> [Problem to work on]:
What follows is a set of entries. Repeat them exactly, but not their pictures.

(Collected data entries)
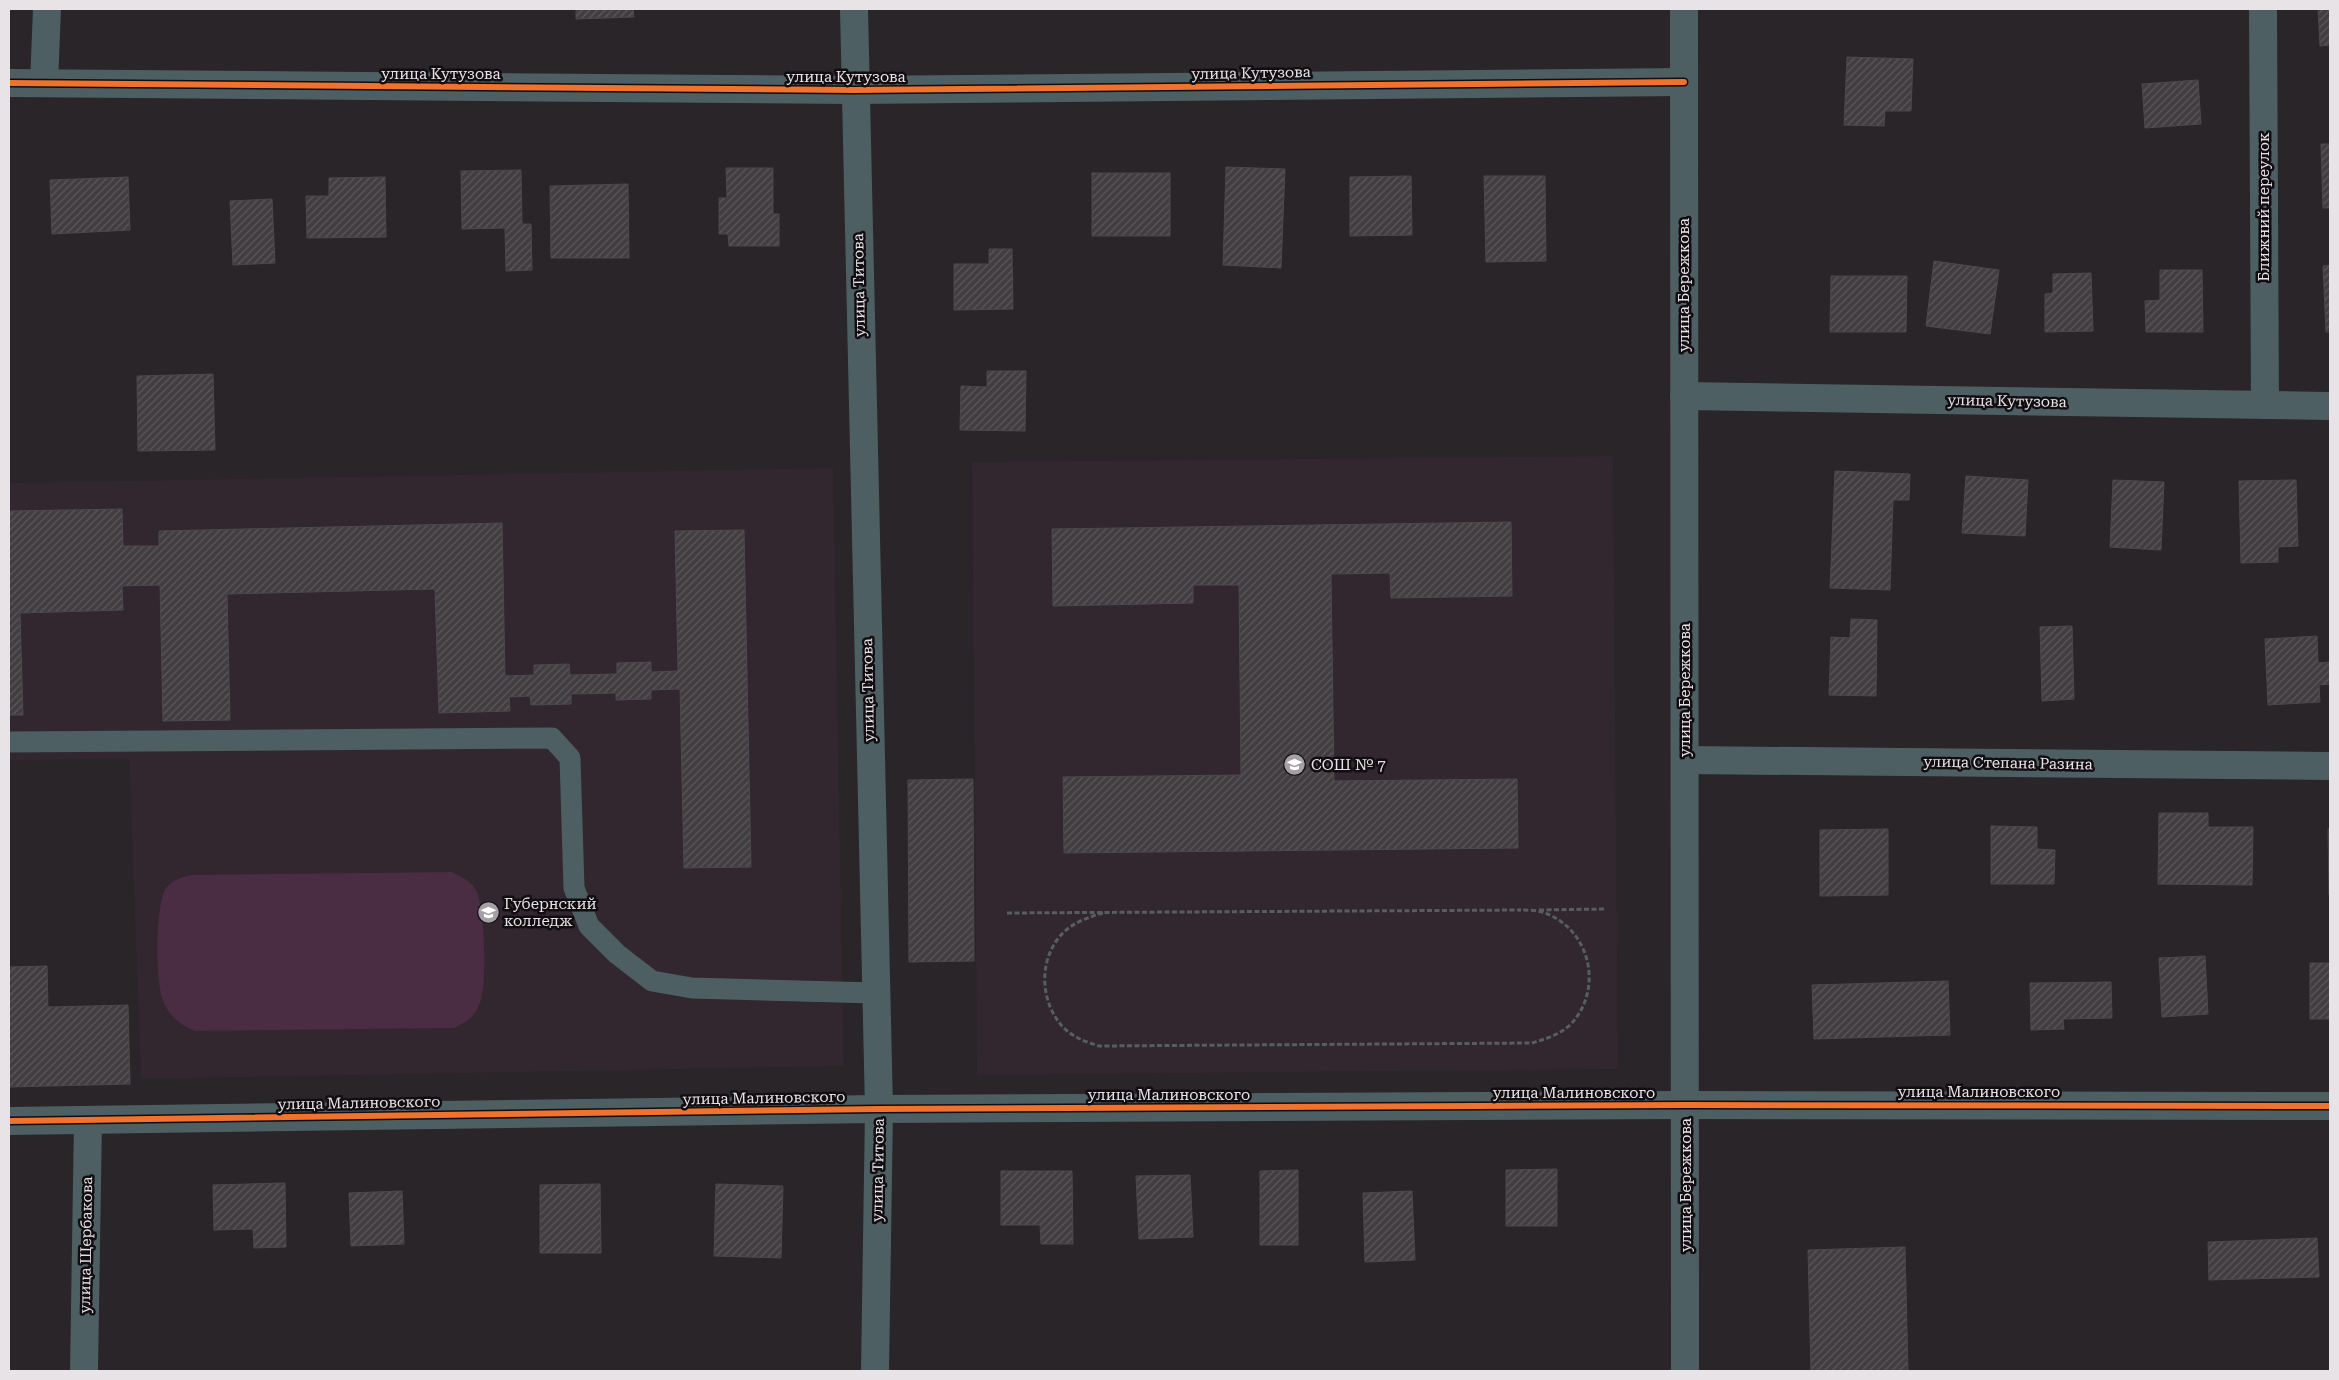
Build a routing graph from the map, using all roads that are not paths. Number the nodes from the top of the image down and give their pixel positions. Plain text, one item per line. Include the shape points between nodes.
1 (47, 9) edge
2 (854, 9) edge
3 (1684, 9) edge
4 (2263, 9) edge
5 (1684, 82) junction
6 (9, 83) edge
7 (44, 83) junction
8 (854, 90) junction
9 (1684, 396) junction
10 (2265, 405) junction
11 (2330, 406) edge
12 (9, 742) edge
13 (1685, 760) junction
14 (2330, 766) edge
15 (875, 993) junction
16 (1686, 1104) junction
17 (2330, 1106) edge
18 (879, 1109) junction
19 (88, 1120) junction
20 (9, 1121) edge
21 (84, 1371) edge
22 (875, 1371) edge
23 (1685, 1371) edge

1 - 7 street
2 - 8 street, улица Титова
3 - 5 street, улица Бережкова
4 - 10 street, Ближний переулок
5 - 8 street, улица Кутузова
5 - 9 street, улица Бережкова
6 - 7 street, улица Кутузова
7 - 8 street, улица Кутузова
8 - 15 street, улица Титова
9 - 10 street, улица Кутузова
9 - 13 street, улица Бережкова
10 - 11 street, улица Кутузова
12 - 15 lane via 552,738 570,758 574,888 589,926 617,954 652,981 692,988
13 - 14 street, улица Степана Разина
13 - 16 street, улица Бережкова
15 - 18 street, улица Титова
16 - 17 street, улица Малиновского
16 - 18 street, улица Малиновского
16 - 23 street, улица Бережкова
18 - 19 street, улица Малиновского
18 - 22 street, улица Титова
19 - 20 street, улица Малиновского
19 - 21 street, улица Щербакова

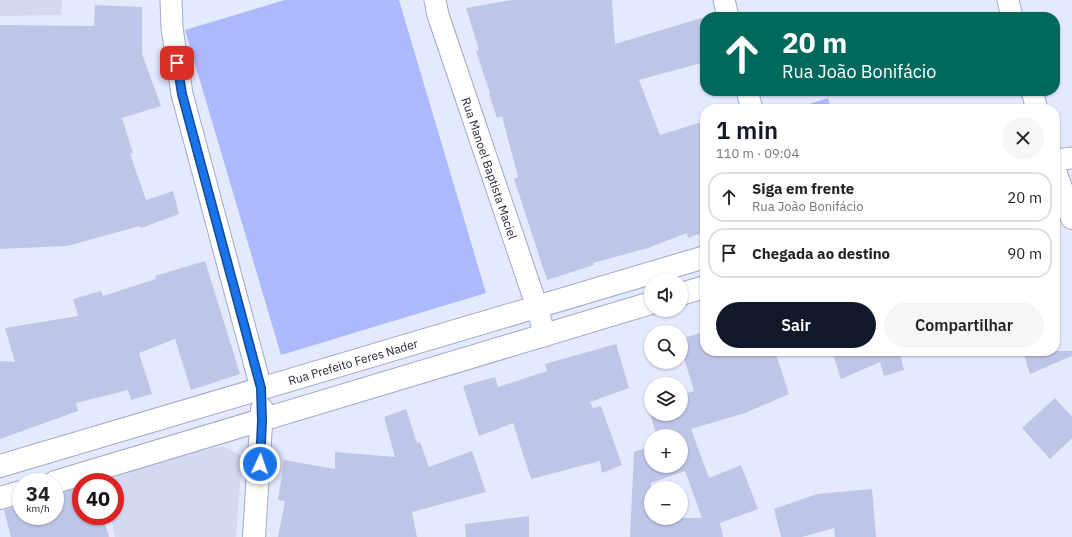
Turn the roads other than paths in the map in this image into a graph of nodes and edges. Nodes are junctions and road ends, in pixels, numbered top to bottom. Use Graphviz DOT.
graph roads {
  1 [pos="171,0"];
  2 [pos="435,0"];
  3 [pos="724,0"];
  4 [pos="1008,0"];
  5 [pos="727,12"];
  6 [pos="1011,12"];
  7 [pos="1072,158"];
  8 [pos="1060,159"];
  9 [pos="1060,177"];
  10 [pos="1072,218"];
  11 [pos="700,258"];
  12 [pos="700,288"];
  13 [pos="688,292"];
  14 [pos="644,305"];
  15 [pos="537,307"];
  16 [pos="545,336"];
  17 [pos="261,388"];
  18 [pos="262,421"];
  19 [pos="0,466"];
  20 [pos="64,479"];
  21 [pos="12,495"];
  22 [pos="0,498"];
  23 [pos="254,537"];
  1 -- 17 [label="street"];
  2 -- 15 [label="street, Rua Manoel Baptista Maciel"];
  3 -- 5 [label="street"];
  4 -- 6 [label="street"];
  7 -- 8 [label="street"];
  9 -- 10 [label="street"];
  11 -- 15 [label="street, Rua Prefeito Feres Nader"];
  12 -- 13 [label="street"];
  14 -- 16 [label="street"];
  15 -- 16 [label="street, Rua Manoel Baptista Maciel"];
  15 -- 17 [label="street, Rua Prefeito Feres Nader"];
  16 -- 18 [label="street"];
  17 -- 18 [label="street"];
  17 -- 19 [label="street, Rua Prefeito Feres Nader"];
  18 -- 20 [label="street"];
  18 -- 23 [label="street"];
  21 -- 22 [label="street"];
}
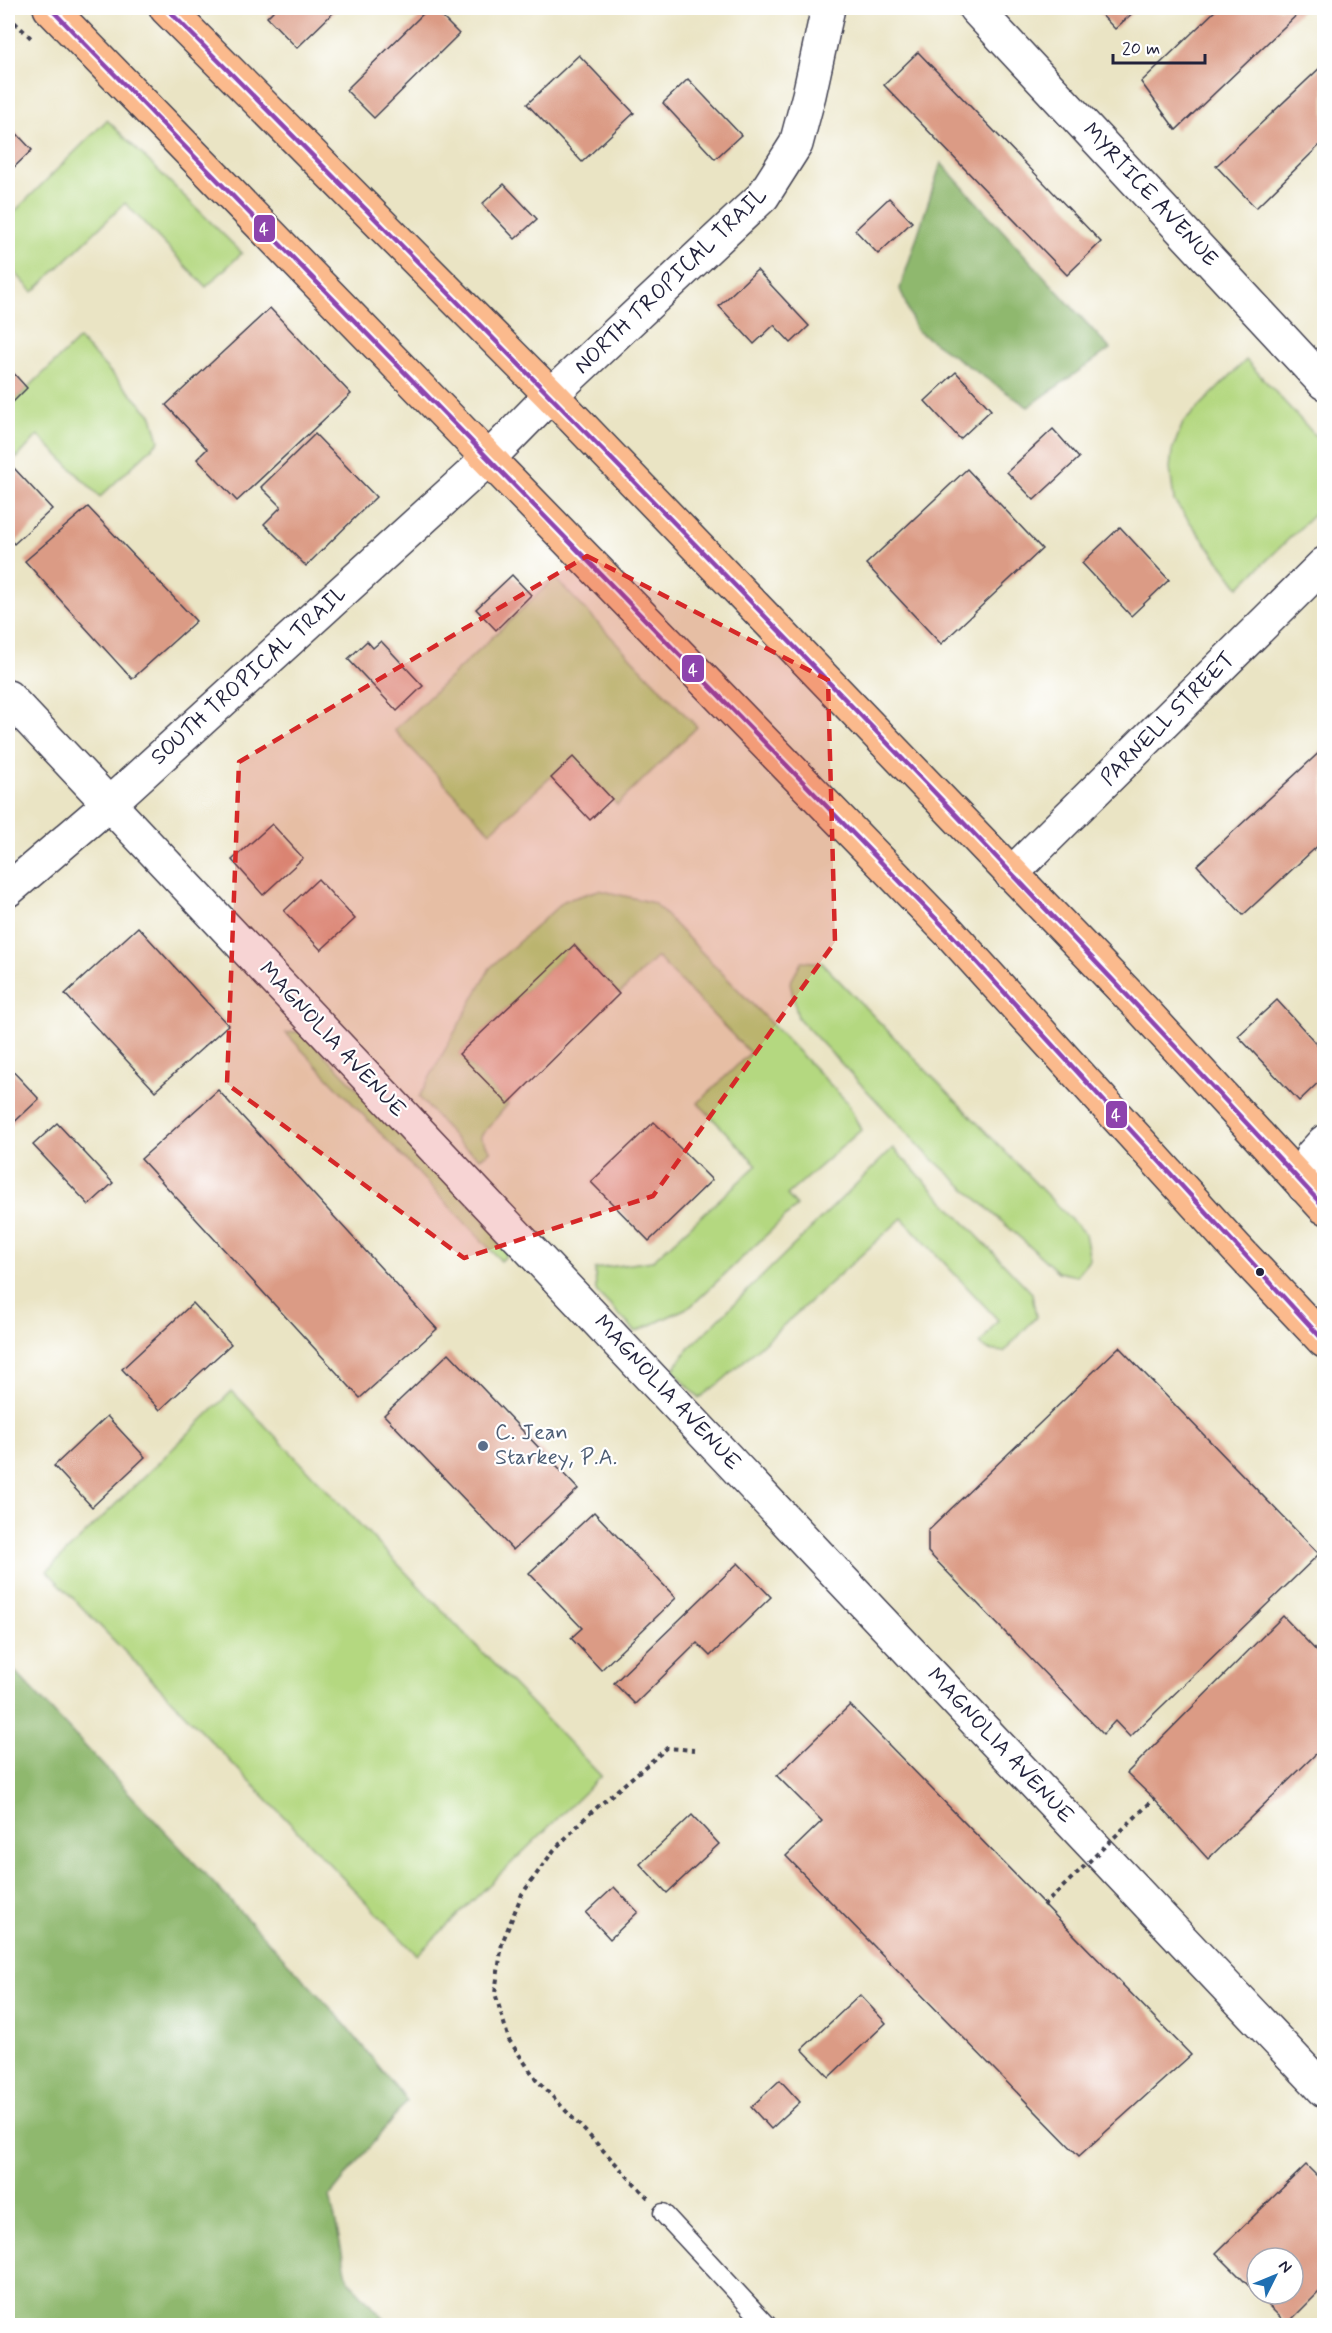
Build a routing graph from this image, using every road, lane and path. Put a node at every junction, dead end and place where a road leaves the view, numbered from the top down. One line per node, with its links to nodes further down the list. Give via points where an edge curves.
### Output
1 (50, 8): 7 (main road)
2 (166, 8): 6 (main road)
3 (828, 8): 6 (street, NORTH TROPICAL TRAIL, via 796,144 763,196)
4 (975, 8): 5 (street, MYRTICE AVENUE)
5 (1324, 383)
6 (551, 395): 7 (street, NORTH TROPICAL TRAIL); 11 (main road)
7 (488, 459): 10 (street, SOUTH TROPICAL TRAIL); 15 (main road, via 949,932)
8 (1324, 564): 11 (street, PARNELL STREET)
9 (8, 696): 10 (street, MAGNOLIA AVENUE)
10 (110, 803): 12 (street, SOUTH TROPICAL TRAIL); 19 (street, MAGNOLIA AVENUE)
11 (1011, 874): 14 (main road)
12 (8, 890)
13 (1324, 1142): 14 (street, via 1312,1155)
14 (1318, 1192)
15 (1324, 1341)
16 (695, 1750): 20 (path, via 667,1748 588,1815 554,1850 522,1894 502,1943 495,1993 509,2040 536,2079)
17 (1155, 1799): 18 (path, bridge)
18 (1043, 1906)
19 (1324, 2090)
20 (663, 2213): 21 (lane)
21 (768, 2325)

> [Exercise result]:
Build a routing graph from the map, using all roads that are not paths. Number the nodes from the top of the image down and give their pixel positions. Plain text, one item per line. Include the shape points between nodes.
1 (47, 9) edge
2 (854, 9) edge
3 (1684, 9) edge
4 (2263, 9) edge
5 (1684, 82) junction
6 (9, 83) edge
7 (44, 83) junction
8 (854, 90) junction
9 (1684, 396) junction
10 (2265, 405) junction
11 (2330, 406) edge
12 (9, 742) edge
13 (1685, 760) junction
14 (2330, 766) edge
15 (875, 993) junction
16 (1686, 1104) junction
17 (2330, 1106) edge
18 (879, 1109) junction
19 (88, 1120) junction
20 (9, 1121) edge
21 (84, 1371) edge
22 (875, 1371) edge
23 (1685, 1371) edge

1 - 7 street
2 - 8 street, улица Титова
3 - 5 street, улица Бережкова
4 - 10 street, Ближний переулок
5 - 8 street, улица Кутузова
5 - 9 street, улица Бережкова
6 - 7 street, улица Кутузова
7 - 8 street, улица Кутузова
8 - 15 street, улица Титова
9 - 10 street, улица Кутузова
9 - 13 street, улица Бережкова
10 - 11 street, улица Кутузова
12 - 15 lane via 552,738 570,758 574,888 589,926 617,954 652,981 692,988
13 - 14 street, улица Степана Разина
13 - 16 street, улица Бережкова
15 - 18 street, улица Титова
16 - 17 street, улица Малиновского
16 - 18 street, улица Малиновского
16 - 23 street, улица Бережкова
18 - 19 street, улица Малиновского
18 - 22 street, улица Титова
19 - 20 street, улица Малиновского
19 - 21 street, улица Щербакова

Turn the roads other than paths in the map in this image into a graph of nodes and edges. Nodes are junctions and road ends, in pixels, numbered top to bottom. Use Graphviz DOT.
graph roads {
  1 [pos="171,0"];
  2 [pos="435,0"];
  3 [pos="724,0"];
  4 [pos="1008,0"];
  5 [pos="727,12"];
  6 [pos="1011,12"];
  7 [pos="1072,158"];
  8 [pos="1060,159"];
  9 [pos="1060,177"];
  10 [pos="1072,218"];
  11 [pos="700,258"];
  12 [pos="700,288"];
  13 [pos="688,292"];
  14 [pos="644,305"];
  15 [pos="537,307"];
  16 [pos="545,336"];
  17 [pos="261,388"];
  18 [pos="262,421"];
  19 [pos="0,466"];
  20 [pos="64,479"];
  21 [pos="12,495"];
  22 [pos="0,498"];
  23 [pos="254,537"];
  1 -- 17 [label="street"];
  2 -- 15 [label="street, Rua Manoel Baptista Maciel"];
  3 -- 5 [label="street"];
  4 -- 6 [label="street"];
  7 -- 8 [label="street"];
  9 -- 10 [label="street"];
  11 -- 15 [label="street, Rua Prefeito Feres Nader"];
  12 -- 13 [label="street"];
  14 -- 16 [label="street"];
  15 -- 16 [label="street, Rua Manoel Baptista Maciel"];
  15 -- 17 [label="street, Rua Prefeito Feres Nader"];
  16 -- 18 [label="street"];
  17 -- 18 [label="street"];
  17 -- 19 [label="street, Rua Prefeito Feres Nader"];
  18 -- 20 [label="street"];
  18 -- 23 [label="street"];
  21 -- 22 [label="street"];
}
Build a routing graph from this image, using every road, lane and path. Put a node at every junction, dead end and place where a road leaves the view, numbered from the top down. One line per node, with its links to nodes further down the list. Give via points where an edge curves.
### Output
1 (50, 8): 7 (main road)
2 (166, 8): 6 (main road)
3 (828, 8): 6 (street, NORTH TROPICAL TRAIL, via 796,144 763,196)
4 (975, 8): 5 (street, MYRTICE AVENUE)
5 (1324, 383)
6 (551, 395): 7 (street, NORTH TROPICAL TRAIL); 11 (main road)
7 (488, 459): 10 (street, SOUTH TROPICAL TRAIL); 15 (main road, via 949,932)
8 (1324, 564): 11 (street, PARNELL STREET)
9 (8, 696): 10 (street, MAGNOLIA AVENUE)
10 (110, 803): 12 (street, SOUTH TROPICAL TRAIL); 19 (street, MAGNOLIA AVENUE)
11 (1011, 874): 14 (main road)
12 (8, 890)
13 (1324, 1142): 14 (street, via 1312,1155)
14 (1318, 1192)
15 (1324, 1341)
16 (695, 1750): 20 (path, via 667,1748 588,1815 554,1850 522,1894 502,1943 495,1993 509,2040 536,2079)
17 (1155, 1799): 18 (path, bridge)
18 (1043, 1906)
19 (1324, 2090)
20 (663, 2213): 21 (lane)
21 (768, 2325)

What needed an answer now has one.